L’imam di viale Jenner: "L’attentato alla caserma? Anche colpa dei giornali"

Abu Imad al Palasharp: «Si parla troppo male dei musulmani, così si fomenta il contrattacco»

«Un musulmano può resistere una o due volte, ma se continua ad ascoltare insulti contro il Profeta, le donne e l’Islam è naturale che possa perdere il controllo».
Arriva al punto dopo circa mezz’ora di omelia l’imam della moschea di viale Jenner, Abu Imad. Mezz’ora di diplomazia, di inviti a considerare qualunque atto terroristico immorale e contrario alla religione. Poi a un tratto s’infervora e punta il dito contro il mondo occidentale, ancora «razzista contro i musulmani», reo di voler «eliminare i simboli stessi dell'Islam». È questo - spiega - che può spingere qualcuno a «passare al contrattacco, a tirar fuori la rabbia causata da guerre e soprusi», basta vedere «tutto quello che succede contro gli arabi in Palestina».
L'imam parla quattro giorni dopo l'attentato compiuto dal libico Mohamed Game contro la caserma di Santa Barbara. E lo fa al Palasharp, durante la preghiera del venerdì. «Qualcuno continua a insultare la nostra fede - ripete più volte -, qualcuno ci addita come terroristi. Succede in tutto il mondo, anche qui.
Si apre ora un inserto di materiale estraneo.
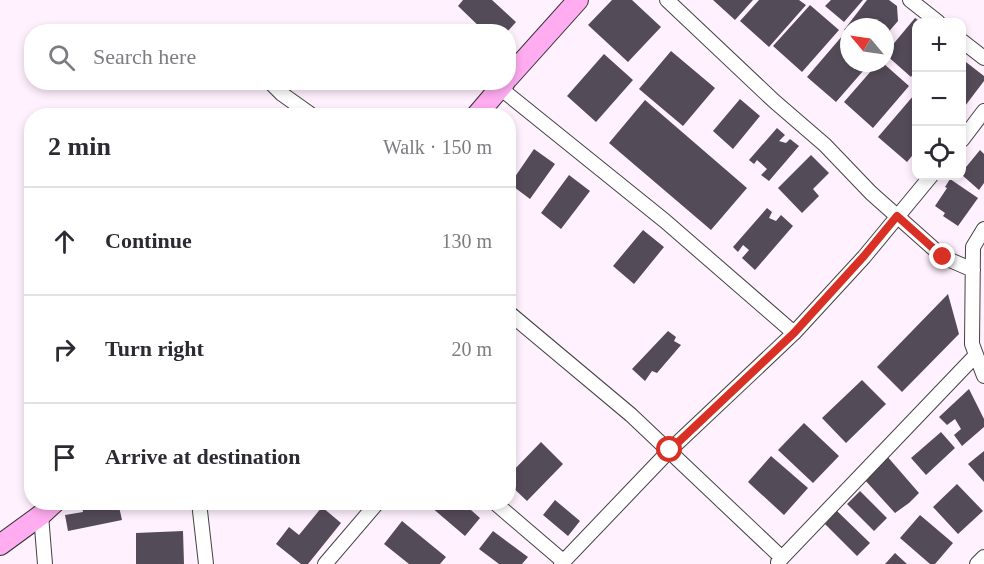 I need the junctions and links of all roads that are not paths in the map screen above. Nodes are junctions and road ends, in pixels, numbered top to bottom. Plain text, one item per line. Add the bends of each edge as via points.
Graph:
1 (578, 0) edge
2 (667, 0) edge
3 (910, 0) edge
4 (933, 18) edge
5 (966, 44) edge
6 (984, 58) edge
7 (516, 70) edge
8 (278, 90) edge
9 (498, 90) edge
10 (512, 90) edge
11 (302, 108) edge
12 (483, 108) edge
13 (984, 111) edge
14 (966, 135) edge
15 (928, 180) edge
16 (897, 216) junction
17 (984, 229) edge
18 (972, 270) junction
19 (516, 319) edge
20 (794, 333) junction
21 (976, 355) junction
22 (984, 376) edge
23 (670, 450) junction
24 (47, 510) edge
25 (48, 510) edge
26 (200, 510) edge
27 (371, 510) edge
28 (503, 510) edge
29 (0, 545) edge
30 (984, 557) edge
31 (779, 561) edge
32 (562, 562) edge
33 (45, 564) edge
34 (206, 564) edge
35 (325, 564) edge
36 (977, 564) edge

1 - 7 street
2 - 16 street
3 - 4 street
5 - 6 street
8 - 11 street
9 - 12 street
10 - 20 street
13 - 14 street
15 - 16 street
16 - 18 street via 943,257
16 - 20 street
17 - 18 street via 973,247
18 - 21 street via 972,344
19 - 23 street
20 - 23 street
21 - 22 street
21 - 31 street
23 - 31 street
23 - 32 street
24 - 29 street
25 - 33 street
26 - 34 street
27 - 35 street
28 - 32 street
30 - 36 street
Questo può spingere qualche persona a passare al contrattacco». E poi se la prende con la stampa internazionale: «Quello che fanno i giornalisti di tutto il mondo è parlare male dell’Islam, così la gente si arrabbia. Nel mondo occidentale chi parla male dell’Islam riceve un microfono ed è aiutato a fare i suoi discorsi. Ma se poi siamo noi a parlare male dell’Occidente veniamo fermati, e indagati».
Ad ascoltare l’imam - condannato in primo e secondo grado per terrorismo e ora in attesa del giudizio della Cassazione - ci sono almeno 1.500 persone. In silenzio, piegate sulle ginocchia, prestano attenzione alle parole del predicatore.
«L'Islam non appoggia questi attacchi - urla Abu Imad -, lo abbiamo sempre detto. Dopo l’attentato in America qualcuno era contento. Ma noi abbiamo sempre detto che non sarebbe più dovuto succedere. Anche dopo Londra e Madrid». Perché, prosegue, «in questo momento non si può fare. Adesso dobbiamo rispettare i patti fra noi e lo Stato in cui viviamo», per questo «i motivi che spingono all’odio vanno eliminati alla radice».
L'imam trova anche il tempo per attaccare il ministro della Difesa, Ignazio La Russa. Non lo nomina, ma il riferimento è chiaro: «Se qualcuno fa qualcosa di sbagliato non si deve chiudere la moschea. Chi vuole chiudere le moschee sbaglia». Quindi passa al velo sul viso delle donne: «Perché insultano la donna musulmana che vuole coprire il viso? Dov’è la libertà? Perché la libertà si blocca di fronte a noi? Bisogna fare giustizia, altrimenti non possiamo garantire quello che succede».
Circa un'ora più tardi alla caserma di Santa Barbara arriva proprio La Russa. Una visita «per portare vicinanza e solidarietà ai militari di questa caserma oggetto di un attacco terroristico», e per salutare in forma privata Guido La Veneziana, «un militare magnifico che ha fatto il suo dovere. Appena ha visto quello che stava succedendo ha intimato l'alt - sottolinea il ministro -. Non avrebbe esitato a sparare». La Russa non si scaglia contro l’idea di costruire una moschea a Milano, anche adesso. «È ancora da capire se serve davvero - dice -, ma non mi sono mai opposto alla libertà di culto. Dico solo che non bisogna confondere la libertà di religione con il fatto che esiste una presenza scura a Milano di gente che, all'ombra di quella religione, fa proselitismo o, peggio, terrorismo».

La Russa esclude che quello dell’attentatore sia stato un atto isolato: «Internet pullula di siti per costruire le bombe, ma non ho mai creduto al terrorista fai da te, che un giorno si sveglia e comincia a mettere insieme un ordigno. Credo nell’esistenza di cellule, perché senza un minimo di indottrinamento e collegamento non sarebbe possibile compiere atti di questo tipo. È su questi collegamenti che stiamo lavorando».